+++ SOURCE INFORMATION

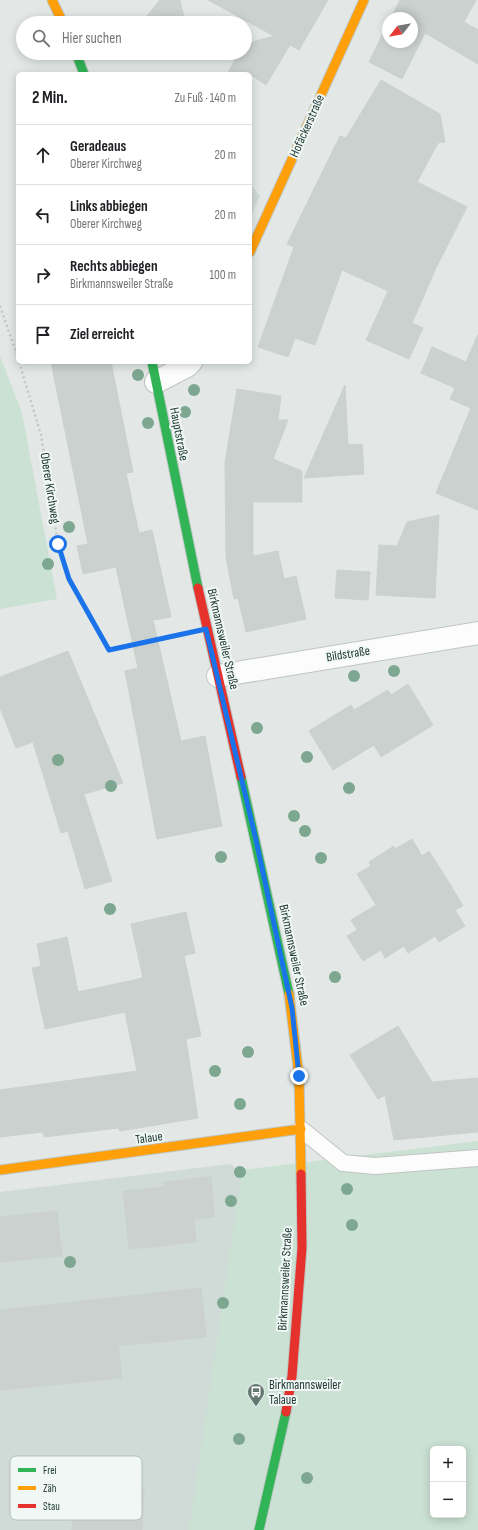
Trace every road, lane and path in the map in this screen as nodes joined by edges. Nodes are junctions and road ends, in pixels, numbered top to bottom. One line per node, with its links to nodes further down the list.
1 (52, 0): 3 (street)
2 (364, 0): 6 (street, Hofäckerstraße)
3 (59, 16)
4 (79, 60): 5 (street)
5 (83, 72)
6 (252, 248)
7 (0, 306): 8 (path)
8 (16, 352)
9 (20, 364): 13 (path, Oberer Kirchweg)
10 (190, 364): 11 (street)
11 (154, 372): 12 (street, Hauptstraße)
12 (181, 511): 13 (street, Birkmannsweiler Straße)
13 (206, 629): 15 (street, Birkmannsweiler Straße)
14 (478, 633): 15 (street, Bildstraße)
15 (218, 676): 16 (street, Birkmannsweiler Straße)
16 (301, 1129): 17 (lane); 18 (street, Talaue); 19 (street, Birkmannsweiler Straße)
17 (478, 1158)
18 (0, 1170)
19 (259, 1530)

++++++

-- WHAT YOU WILL DO --
Give back all of the material exactly, though without the images it contains.

-- THE COMPLETED TASK --
Trace every road, lane and path in the map in this screen as nodes joined by edges. Nodes are junctions and road ends, in pixels, numbered top to bottom. One line per node, with its links to nodes further down the list.
1 (52, 0): 3 (street)
2 (364, 0): 6 (street, Hofäckerstraße)
3 (59, 16)
4 (79, 60): 5 (street)
5 (83, 72)
6 (252, 248)
7 (0, 306): 8 (path)
8 (16, 352)
9 (20, 364): 13 (path, Oberer Kirchweg)
10 (190, 364): 11 (street)
11 (154, 372): 12 (street, Hauptstraße)
12 (181, 511): 13 (street, Birkmannsweiler Straße)
13 (206, 629): 15 (street, Birkmannsweiler Straße)
14 (478, 633): 15 (street, Bildstraße)
15 (218, 676): 16 (street, Birkmannsweiler Straße)
16 (301, 1129): 17 (lane); 18 (street, Talaue); 19 (street, Birkmannsweiler Straße)
17 (478, 1158)
18 (0, 1170)
19 (259, 1530)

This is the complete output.